▶ _WHAT YOU WILL DO_
Lift out all lines below that contain "Bert".

▶ _DATA EXCERPTS_
-=-=-=-=-

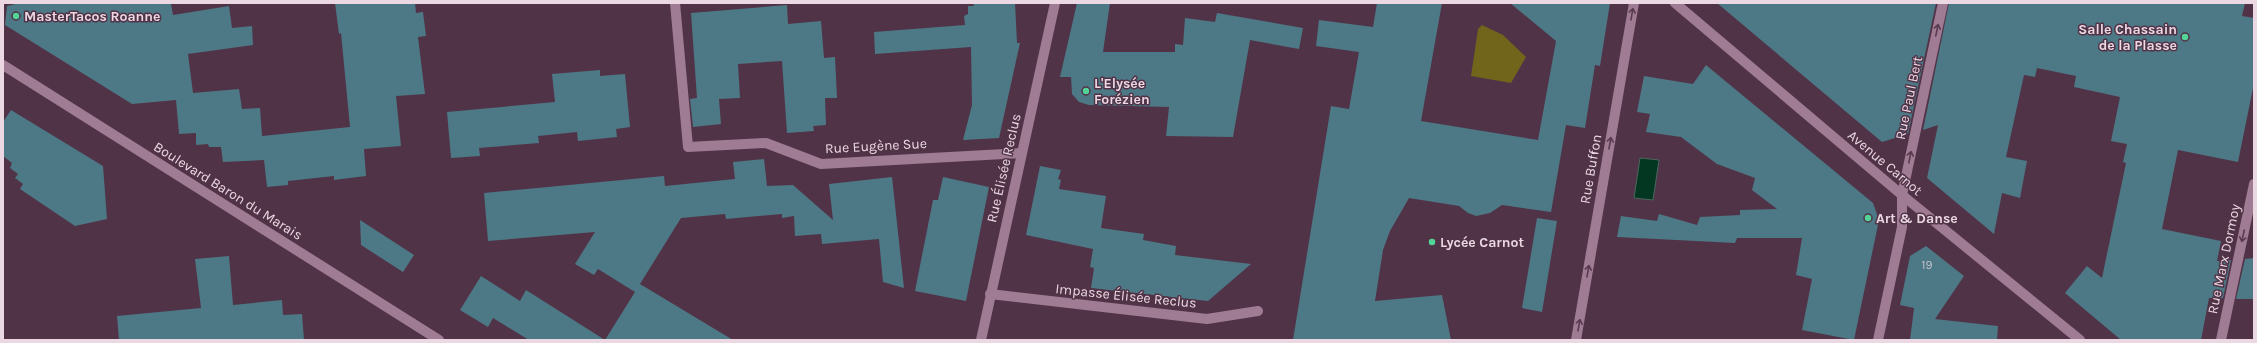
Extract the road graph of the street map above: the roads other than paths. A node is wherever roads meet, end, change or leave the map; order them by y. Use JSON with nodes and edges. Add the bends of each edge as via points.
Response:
{"nodes":[{"id":1,"x":675,"y":3,"type":"edge"},
{"id":2,"x":1055,"y":3,"type":"edge"},
{"id":3,"x":1634,"y":3,"type":"edge"},
{"id":4,"x":1676,"y":3,"type":"edge"},
{"id":5,"x":1943,"y":3,"type":"edge"},
{"id":6,"x":3,"y":65,"type":"edge"},
{"id":7,"x":1021,"y":153,"type":"junction"},
{"id":8,"x":2254,"y":184,"type":"edge"},
{"id":9,"x":1902,"y":195,"type":"junction"},
{"id":10,"x":990,"y":294,"type":"junction"},
{"id":11,"x":1258,"y":310,"type":"dead end"},
{"id":12,"x":439,"y":340,"type":"edge"},
{"id":13,"x":981,"y":340,"type":"edge"},
{"id":14,"x":1576,"y":340,"type":"edge"},
{"id":15,"x":1878,"y":340,"type":"edge"},
{"id":16,"x":2080,"y":340,"type":"edge"},
{"id":17,"x":2221,"y":340,"type":"edge"}],
"edges":[{"from":1,"to":7,"type":"street","name":"Rue Eugène Sue","via":[[688,147],[766,143],[821,164]]},
{"from":2,"to":7,"type":"street","name":"Rue Élisée Reclus"},
{"from":14,"to":3,"type":"street","name":"Rue Buffon","one_way":true},
{"from":4,"to":9,"type":"street","name":"Avenue Carnot"},
{"from":9,"to":5,"type":"street","name":"Rue Paul Bert","one_way":true},
{"from":6,"to":12,"type":"street","name":"Boulevard Baron du Marais"},
{"from":7,"to":10,"type":"street","name":"Rue Élisée Reclus"},
{"from":8,"to":17,"type":"street","name":"Rue Marx Dormoy","one_way":true},
{"from":9,"to":15,"type":"street","name":"Rue Paul Bert","via":[[1902,227]]},
{"from":9,"to":16,"type":"street","name":"Avenue Carnot"},
{"from":10,"to":11,"type":"street","name":"Impasse Élisée Reclus","via":[[1207,320]]},
{"from":10,"to":13,"type":"street","name":"Rue Élisée Reclus"}]}
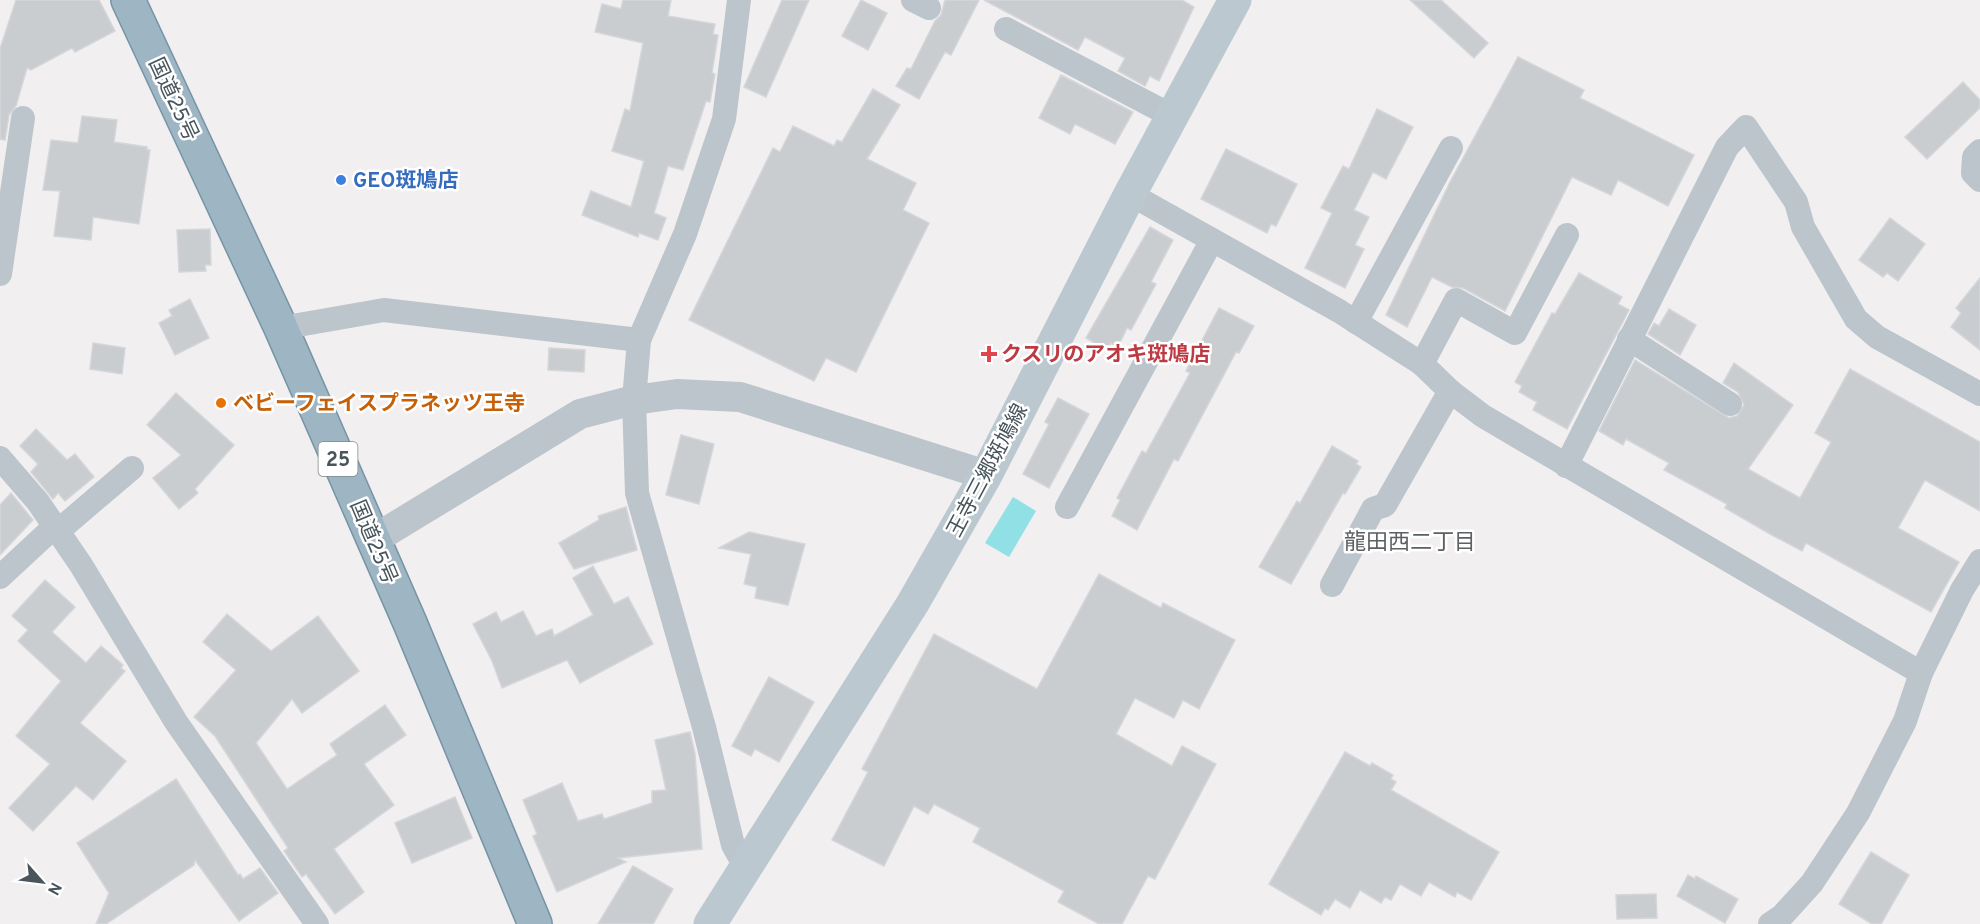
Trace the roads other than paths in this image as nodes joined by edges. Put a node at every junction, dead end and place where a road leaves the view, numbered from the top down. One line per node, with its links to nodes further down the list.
1 (128, 0): 15 (highway, 国道25号 / 25)
2 (739, 0): 17 (street)
3 (1234, 0): 5 (main road, 王寺三郷斑鳩線)
4 (1005, 29): 5 (street)
5 (1172, 116): 10 (main road, 王寺三郷斑鳩線)
6 (23, 118): 13 (street)
7 (1451, 148): 14 (street)
8 (1980, 151): 9 (street)
9 (1980, 180)
10 (1130, 194): 12 (street); 26 (main road, 王寺三郷斑鳩線)
11 (1567, 235): 18 (street)
12 (1212, 240): 14 (street); 27 (street)
13 (0, 274)
14 (1356, 322): 18 (street)
15 (281, 328): 17 (street); 29 (highway, 国道25号 / 25)
16 (1629, 339): 20 (street); 22 (street); 24 (street)
17 (639, 340): 21 (street)
18 (1422, 364): 19 (street)
19 (1450, 391): 24 (street); 32 (street)
20 (1980, 394)
21 (634, 400): 26 (street); 29 (street); 34 (street)
22 (1730, 404)
23 (0, 458): 28 (street)
24 (1566, 466): 33 (street)
25 (132, 468): 28 (street)
26 (986, 475): 34 (main road, 王寺三郷斑鳩線)
27 (1066, 507)
28 (56, 528): 31 (street); 35 (street)
29 (373, 540): 36 (highway, 国道25号 / 25)
30 (1980, 561): 33 (street)
31 (0, 577)
32 (1332, 585)
33 (1921, 673): 38 (street)
34 (747, 870): 37 (main road, 王寺三郷斑鳩線)
35 (317, 924)
36 (535, 924)
37 (710, 924)
38 (1770, 924)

-=-=-=-=-

▶ _SOLUTION TO THE PROBLEM_
{"from":9,"to":5,"type":"street","name":"Rue Paul Bert","one_way":true},
{"from":9,"to":15,"type":"street","name":"Rue Paul Bert","via":[[1902,227]]},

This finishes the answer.